Stored data entries

----

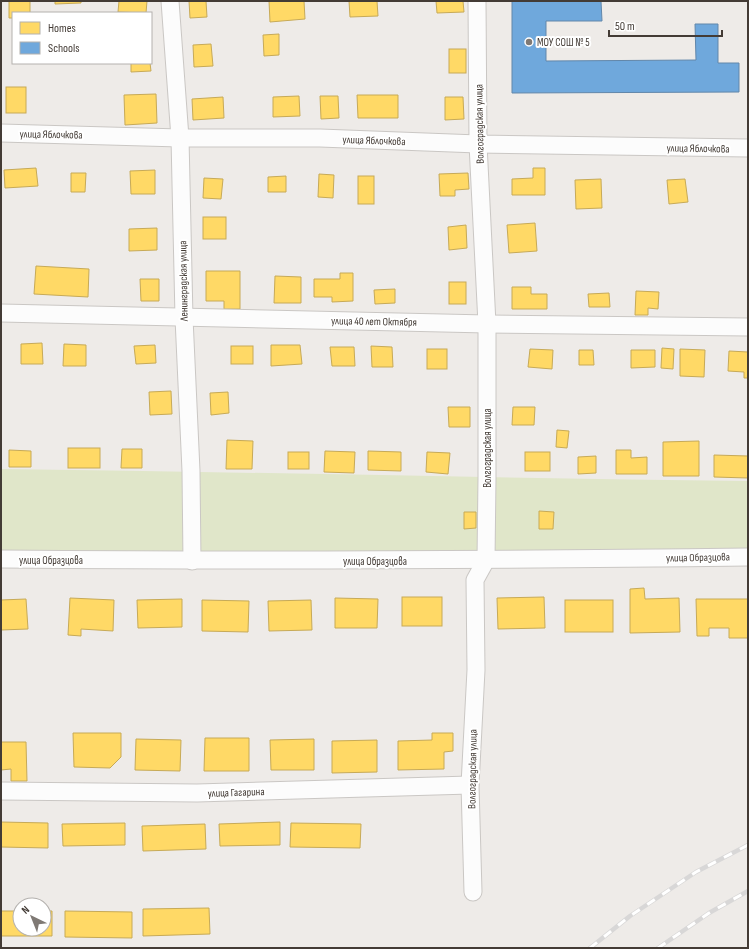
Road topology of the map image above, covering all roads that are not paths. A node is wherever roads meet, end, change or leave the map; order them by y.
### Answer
1 (170, 1) edge
2 (477, 1) edge
3 (1, 133) edge
4 (180, 138) junction
5 (478, 144) junction
6 (748, 148) edge
7 (1, 313) edge
8 (184, 318) junction
9 (487, 324) junction
10 (748, 326) edge
11 (748, 557) edge
12 (1, 559) edge
13 (486, 560) junction
14 (192, 561) junction
15 (470, 785) junction
16 (1, 792) edge
17 (473, 892) dead end

1 - 4 street, Ленинградская улица
2 - 5 street, Волгоградская улица
3 - 4 street, улица Яблочкова
4 - 5 street, улица Яблочкова
4 - 8 street, Ленинградская улица
5 - 6 street, улица Яблочкова
5 - 9 street, Волгоградская улица
7 - 8 street, улица 40 лет Октября
8 - 9 street, улица 40 лет Октября
8 - 14 street, Ленинградская улица
9 - 10 street, улица 40 лет Октября
9 - 13 street, Волгоградская улица
11 - 13 street, улица Образцова
12 - 14 street, улица Образцова
13 - 14 street, улица Образцова
13 - 15 street, Волгоградская улица
15 - 16 street, улица Гагарина
15 - 17 street, Волгоградская улица

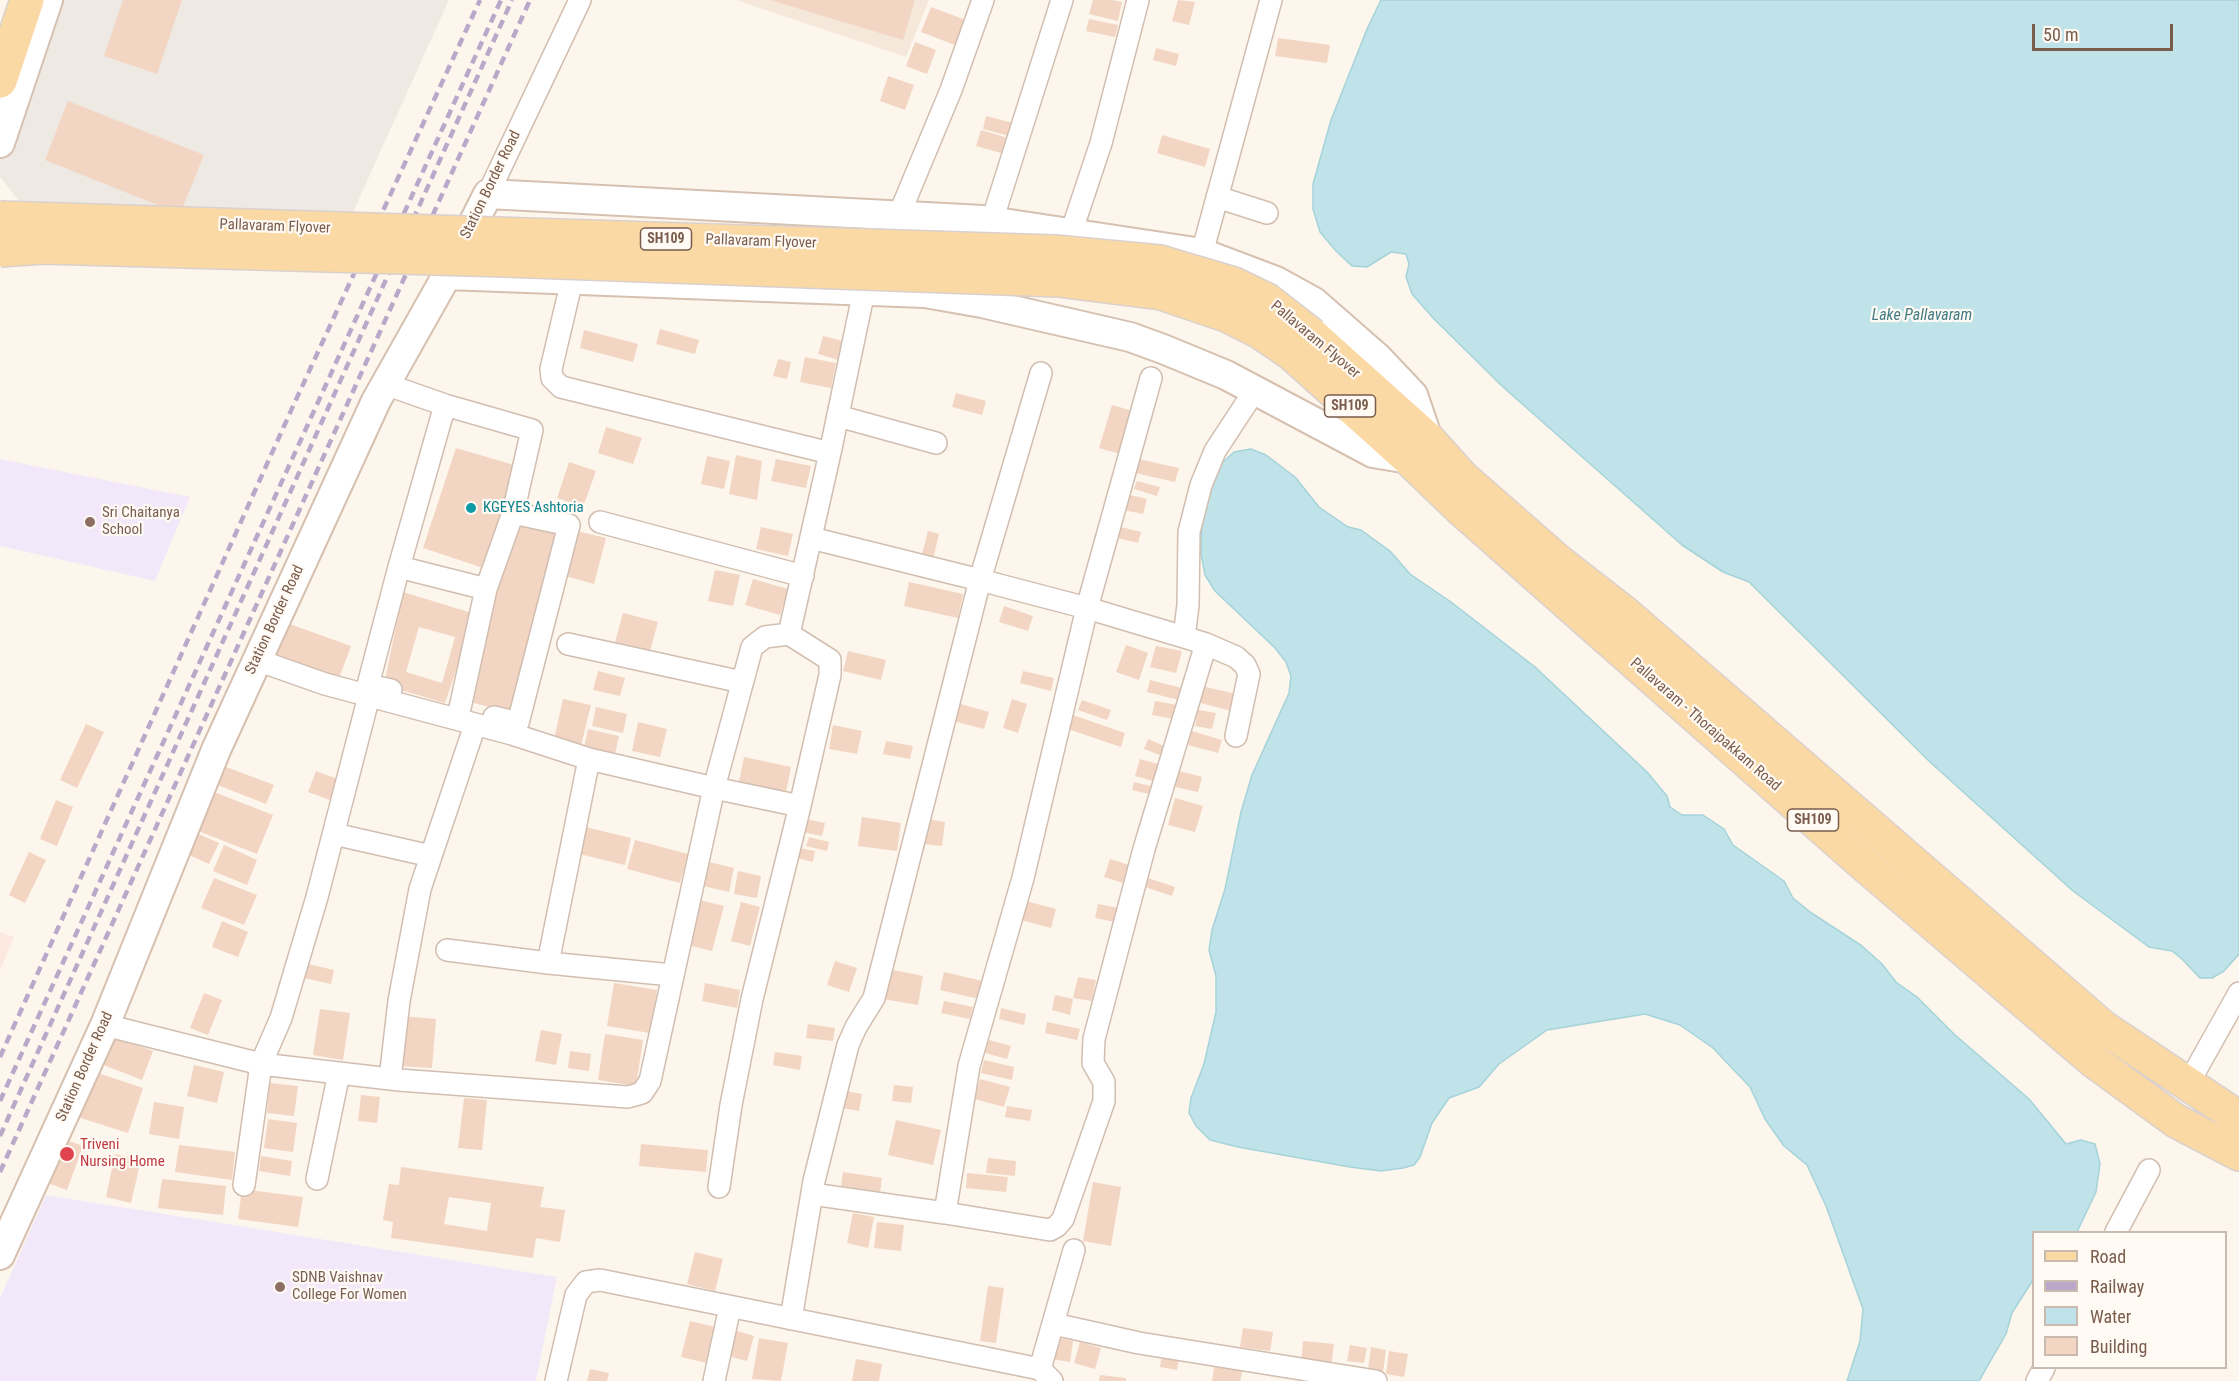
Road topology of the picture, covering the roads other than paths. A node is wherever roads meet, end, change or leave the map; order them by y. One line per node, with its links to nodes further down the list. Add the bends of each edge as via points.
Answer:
1 (27, 0): 8 (main road)
2 (48, 0): 9 (street)
3 (580, 0): 10 (street, Station Border Road)
4 (983, 0): 13 (street)
5 (1062, 0): 15 (street)
6 (1138, 0): 16 (street, via 1101,143)
7 (1271, 0): 11 (street)
8 (0, 81)
9 (0, 143)
10 (488, 194): 13 (street); 19 (street, Station Border Road)
11 (1217, 197): 12 (street); 18 (street)
12 (1268, 213)
13 (899, 215): 15 (street)
14 (0, 218): 22 (main road, Pallavaram Flyover / SH109, bridge, via 1055,252 1160,262 1234,284 1267,300)
15 (992, 221): 16 (street)
16 (1071, 233): 18 (street)
17 (0, 250): 22 (main road, Pallavaram Flyover / SH109, bridge, via 91,248 1058,280 1161,293)
18 (1202, 253): 30 (street, via 1276,280 1314,302 1378,358 1413,395)
19 (447, 275): 20 (street); 25 (street, Station Border Road)
20 (572, 280): 21 (street); 31 (street, via 551,369 552,378 561,387)
21 (864, 291): 26 (street, via 925,293 1130,337); 28 (street)
22 (1301, 344): 30 (main road, Pallavaram Flyover / SH109)
23 (1041, 373): 37 (street)
24 (1151, 378): 39 (street)
25 (385, 384): 27 (street); 44 (street, Station Border Road)
26 (1255, 390): 30 (street, via 1373,453); 41 (street, via 1215,451 1201,485 1189,532)
27 (445, 405): 32 (street, via 532,430); 35 (street)
28 (838, 416): 29 (street); 31 (street)
29 (936, 443)
30 (1418, 449): 63 (main road, Pallavaram - Thoraipakkam Road / SH109, via 1462,477 1627,615 2104,1028); 65 (main road, Pallavaram - Thoraipakkam Road / SH109, via 1462,510 1807,815 2095,1062 2175,1121)
31 (830, 453): 34 (street)
32 (513, 513): 38 (street); 47 (street, via 569,525 518,723)
33 (600, 522): 36 (street)
34 (811, 538): 36 (street); 37 (street)
35 (399, 567): 38 (street); 47 (street, via 368,684)
36 (802, 576): 40 (street)
37 (980, 580): 39 (street); 70 (street, via 874,998 848,1045)
38 (486, 589): 47 (street)
39 (1087, 608): 41 (street); 71 (street, via 1023,878 969,1066)
40 (789, 634): 45 (street, via 765,638 752,647); 52 (street, via 830,660 830,675)
41 (1184, 637): 43 (street)
42 (568, 644): 45 (street)
43 (1206, 644): 49 (street, via 1236,657 1249,674); 71 (street, via 1144,849 1094,1039 1093,1063 1104,1082 1104,1101 1063,1219 1050,1230)
44 (257, 660): 46 (street); 59 (street, Station Border Road, via 216,750)
45 (742, 682): 51 (street)
46 (369, 696): 48 (street); 53 (street)
47 (460, 708)
48 (475, 725): 50 (street); 54 (street)
49 (1236, 736)
50 (589, 759): 51 (street); 56 (street)
51 (714, 788): 52 (street); 57 (street)
52 (800, 806): 69 (street, via 752,999)
53 (334, 834): 54 (street); 60 (street, via 281,1018)
54 (431, 856): 62 (street, via 420,889 399,1001)
55 (447, 950): 56 (street)
56 (548, 963): 57 (street)
57 (672, 975): 62 (street, via 651,1081 642,1093 628,1097)
58 (2239, 993): 63 (street)
59 (105, 1025): 60 (street); 74 (street, Station Border Road)
60 (261, 1064): 61 (street); 68 (street)
61 (339, 1073): 62 (street); 67 (street)
62 (390, 1079)
63 (2188, 1084): 64 (main road, Pallavaram - Thoraipakkam Road / SH109)
64 (2239, 1118)
65 (2239, 1154)
66 (2150, 1170): 72 (street)
67 (317, 1179)
68 (244, 1185)
69 (719, 1187)
70 (812, 1194): 71 (street); 76 (street)
71 (945, 1213)
72 (2117, 1231)
73 (1074, 1250): 77 (street)
74 (0, 1255)
75 (730, 1307): 76 (street); 79 (street, via 600,1280 586,1282 576,1295); 80 (street)
76 (791, 1319): 78 (street)
77 (1054, 1324): 78 (street); 81 (street, via 1139,1343)
78 (1046, 1375)
79 (556, 1381)
80 (714, 1381)
81 (1376, 1381)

----

» **Exercise directions**
Work out how many lines in the entries contain the string "Flyover", then reply with that number and nothing more.

» **Exercise response**
3